A unique homegrown board game designed to explore an important period of early New Zealand history has gone into production.

Devised by Professional Teaching Fellow Ruth Lemon and learning designer Richard Durham from the University of Auckland’s Faculty of Education and Social Work, Hohi 1816 is named after the small Bay of Islands settlement which housed Aotearoa’s first school.
Ruth Lemon says she started thinking about creating the game after she saw her first year Bachelor of Education students struggling with the version of history they’d been taught at school.

“I wanted an interesting way of teaching a revisionist and accurate history of early Māori and Pākehā engagements in which Māori were the initiators of events.”

A busy lecturer in the Faculty’s Te Puna Wānanga, Ruth developed the game in her spare time, drawing heavily on the historical scholarship of Professors Alison Jones and Kuni Kaa Jenkins for accuracy. In 2014, Professor Jones wrote:

“Earlier than many of us realise, Māori and Pākehā leaders were establishing strategic relationships from 1793 and a number of rangatira Māori travelled to Australia in the earliest years of the nineteenth century, both to explore European society and to reinforce political contacts.”

Ruth says the development of the game to production stage has taken about a year and had quite a tight time line. “I developed the first draft in a ‘Trivial Pursuit’ style, but then I realised the question and answer format didn’t really fit my learning objectives for the game, which was to get my students to think critically about the ideas and form their own questions.” Which is where learning designer Richard Durham got involved.

“Richard did a fantastic job of redesigning the game from my initial concept to be much more suited to what I wanted it to achieve.”
The game became more story-based and encouraged exploration, collaboration and critical thinking.
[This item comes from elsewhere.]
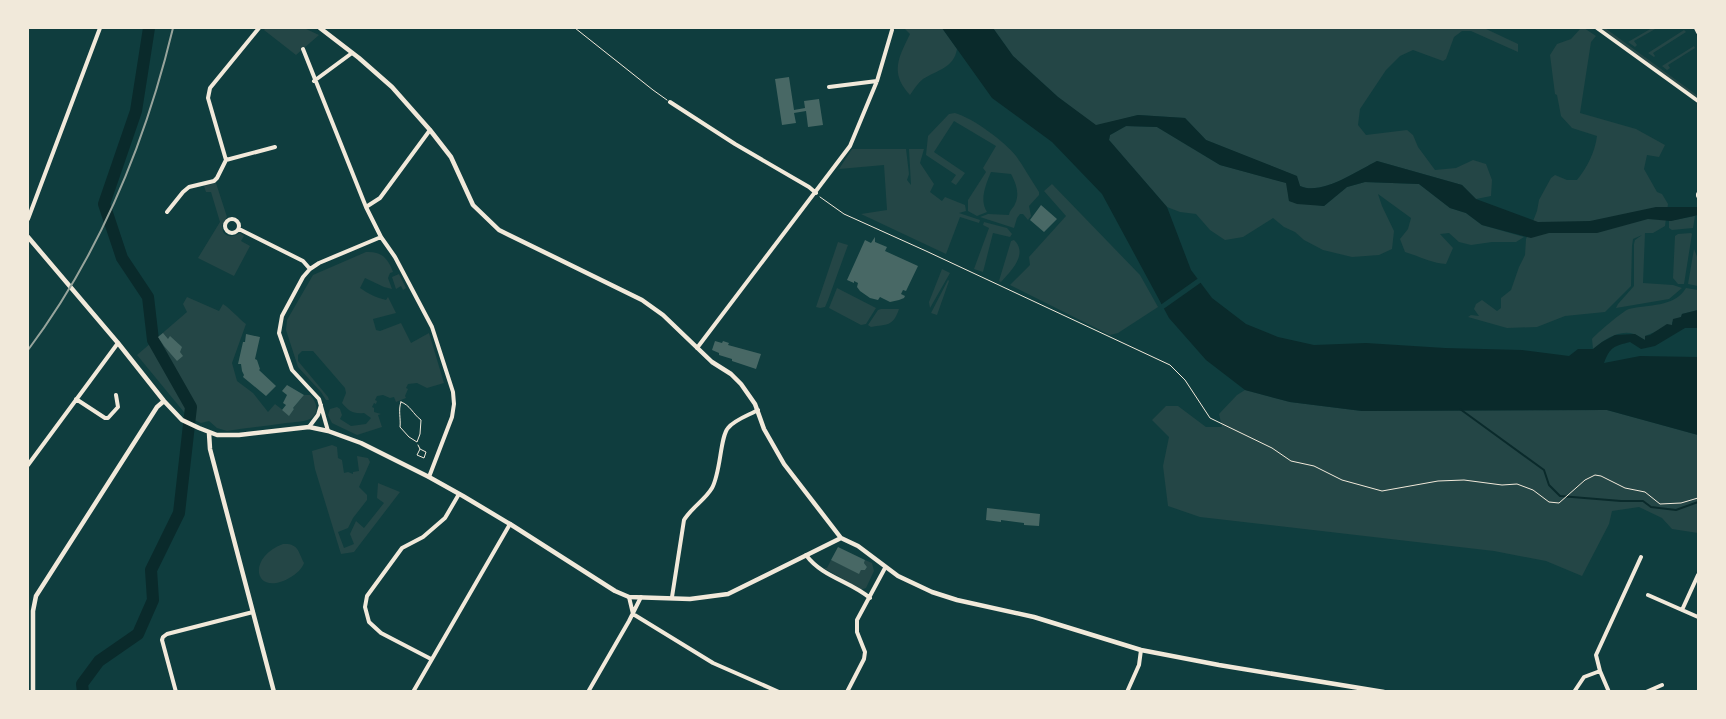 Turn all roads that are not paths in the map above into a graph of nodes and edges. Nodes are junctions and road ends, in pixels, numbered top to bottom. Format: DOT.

Specialist boardgame designers Minty and Bek from Nectarine Ltd then created a rich colour palette, clean graphic design and striking illustrations to bring the game to life.
Exploring a time period from 1793 to 1816 – and focusing on pre-Treaty engagement between Māori and Pākehā – the game involves cooperating players who must balance trying to reach the story’s final objective in the shortest amount of time, while collecting as much knowledge as they can along the way.

Play revolves around three tasks; travelling to historical locations, exploring them, and engaging with historical characters.The game takes about 40-50 minutes to complete each chapter and an important aspect of it is its focus on te reo Māori.

“As they play, students pick up cards with te reo words so they’re learning language as they go,” says Ruth. Early testing of the game with its intended demographic, teacher trainees who are preparing to teach primary and intermediate-aged children, as well as fellow academics, has shown it to be effective and fun, says Ruth.

“It’s a non-threatening way to initiate and sustain discussions about historical events between Māori and Pākehā. It also provides a practical way for students to transfer this knowledge into their teaching careers, and potentially other career paths as well.”

She believes the game also has relevance beyond teacher preparation to many other University undergraduate and postgraduate courses in areas like history, drama, human geography and environmental science.

The game will be used in teacher trainee classrooms at the Faculty of Education and Social Work with a view to wider distribution in the future.